- **Work request**
Nothing should be output except the lines from the top of the material below through the line that contains "Which roads connect", each exactly as written.
----------------
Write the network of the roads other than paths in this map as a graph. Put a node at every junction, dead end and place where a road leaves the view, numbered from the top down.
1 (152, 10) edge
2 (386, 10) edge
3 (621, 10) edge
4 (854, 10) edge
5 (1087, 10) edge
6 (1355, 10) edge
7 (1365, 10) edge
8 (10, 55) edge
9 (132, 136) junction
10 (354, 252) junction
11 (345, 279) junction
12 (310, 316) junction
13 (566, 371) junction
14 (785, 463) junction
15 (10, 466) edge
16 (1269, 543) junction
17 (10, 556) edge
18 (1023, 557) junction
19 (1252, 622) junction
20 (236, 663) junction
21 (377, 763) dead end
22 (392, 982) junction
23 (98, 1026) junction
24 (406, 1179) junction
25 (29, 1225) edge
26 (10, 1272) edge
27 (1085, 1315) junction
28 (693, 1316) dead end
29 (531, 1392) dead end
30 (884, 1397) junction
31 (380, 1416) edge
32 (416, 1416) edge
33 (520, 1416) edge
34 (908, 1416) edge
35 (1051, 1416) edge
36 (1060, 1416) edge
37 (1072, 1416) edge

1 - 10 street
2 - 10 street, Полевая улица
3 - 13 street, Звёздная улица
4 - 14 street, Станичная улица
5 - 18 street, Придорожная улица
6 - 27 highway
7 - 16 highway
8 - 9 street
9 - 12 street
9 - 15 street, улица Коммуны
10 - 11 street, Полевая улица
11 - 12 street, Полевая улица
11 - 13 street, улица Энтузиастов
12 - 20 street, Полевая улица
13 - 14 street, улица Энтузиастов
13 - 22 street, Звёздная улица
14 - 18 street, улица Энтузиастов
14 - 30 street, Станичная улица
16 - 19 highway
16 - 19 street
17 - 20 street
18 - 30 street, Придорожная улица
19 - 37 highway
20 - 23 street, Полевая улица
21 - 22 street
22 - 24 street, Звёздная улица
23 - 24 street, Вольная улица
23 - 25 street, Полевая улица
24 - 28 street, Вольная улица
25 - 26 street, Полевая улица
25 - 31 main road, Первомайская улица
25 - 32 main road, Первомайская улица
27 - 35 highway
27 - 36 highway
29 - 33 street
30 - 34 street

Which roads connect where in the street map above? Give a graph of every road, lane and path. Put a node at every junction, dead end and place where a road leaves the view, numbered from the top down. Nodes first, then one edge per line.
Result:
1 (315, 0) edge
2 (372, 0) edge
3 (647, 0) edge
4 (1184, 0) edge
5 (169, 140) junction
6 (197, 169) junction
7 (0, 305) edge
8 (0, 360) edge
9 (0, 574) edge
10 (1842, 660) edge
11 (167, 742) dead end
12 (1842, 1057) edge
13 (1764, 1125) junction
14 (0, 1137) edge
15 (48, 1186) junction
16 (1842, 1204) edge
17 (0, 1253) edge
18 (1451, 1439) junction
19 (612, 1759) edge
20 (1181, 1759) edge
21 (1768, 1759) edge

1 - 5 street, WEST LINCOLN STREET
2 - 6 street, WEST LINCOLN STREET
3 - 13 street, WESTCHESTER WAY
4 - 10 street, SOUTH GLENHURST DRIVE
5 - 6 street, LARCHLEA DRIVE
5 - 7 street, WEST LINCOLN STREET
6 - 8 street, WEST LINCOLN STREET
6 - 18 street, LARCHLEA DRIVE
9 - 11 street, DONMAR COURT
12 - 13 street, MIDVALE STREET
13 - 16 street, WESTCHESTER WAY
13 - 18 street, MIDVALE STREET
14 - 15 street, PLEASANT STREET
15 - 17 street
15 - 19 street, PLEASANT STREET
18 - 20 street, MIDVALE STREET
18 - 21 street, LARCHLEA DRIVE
----------------
- **Response box**
Write the network of the roads other than paths in this map as a graph. Put a node at every junction, dead end and place where a road leaves the view, numbered from the top down.
1 (152, 10) edge
2 (386, 10) edge
3 (621, 10) edge
4 (854, 10) edge
5 (1087, 10) edge
6 (1355, 10) edge
7 (1365, 10) edge
8 (10, 55) edge
9 (132, 136) junction
10 (354, 252) junction
11 (345, 279) junction
12 (310, 316) junction
13 (566, 371) junction
14 (785, 463) junction
15 (10, 466) edge
16 (1269, 543) junction
17 (10, 556) edge
18 (1023, 557) junction
19 (1252, 622) junction
20 (236, 663) junction
21 (377, 763) dead end
22 (392, 982) junction
23 (98, 1026) junction
24 (406, 1179) junction
25 (29, 1225) edge
26 (10, 1272) edge
27 (1085, 1315) junction
28 (693, 1316) dead end
29 (531, 1392) dead end
30 (884, 1397) junction
31 (380, 1416) edge
32 (416, 1416) edge
33 (520, 1416) edge
34 (908, 1416) edge
35 (1051, 1416) edge
36 (1060, 1416) edge
37 (1072, 1416) edge

1 - 10 street
2 - 10 street, Полевая улица
3 - 13 street, Звёздная улица
4 - 14 street, Станичная улица
5 - 18 street, Придорожная улица
6 - 27 highway
7 - 16 highway
8 - 9 street
9 - 12 street
9 - 15 street, улица Коммуны
10 - 11 street, Полевая улица
11 - 12 street, Полевая улица
11 - 13 street, улица Энтузиастов
12 - 20 street, Полевая улица
13 - 14 street, улица Энтузиастов
13 - 22 street, Звёздная улица
14 - 18 street, улица Энтузиастов
14 - 30 street, Станичная улица
16 - 19 highway
16 - 19 street
17 - 20 street
18 - 30 street, Придорожная улица
19 - 37 highway
20 - 23 street, Полевая улица
21 - 22 street
22 - 24 street, Звёздная улица
23 - 24 street, Вольная улица
23 - 25 street, Полевая улица
24 - 28 street, Вольная улица
25 - 26 street, Полевая улица
25 - 31 main road, Первомайская улица
25 - 32 main road, Первомайская улица
27 - 35 highway
27 - 36 highway
29 - 33 street
30 - 34 street

Which roads connect where in the street map above? Give a graph of every road, lane and path. Put a node at every junction, dead end and place where a road leaves the view, numbered from the top down. Nodes first, then one edge per line.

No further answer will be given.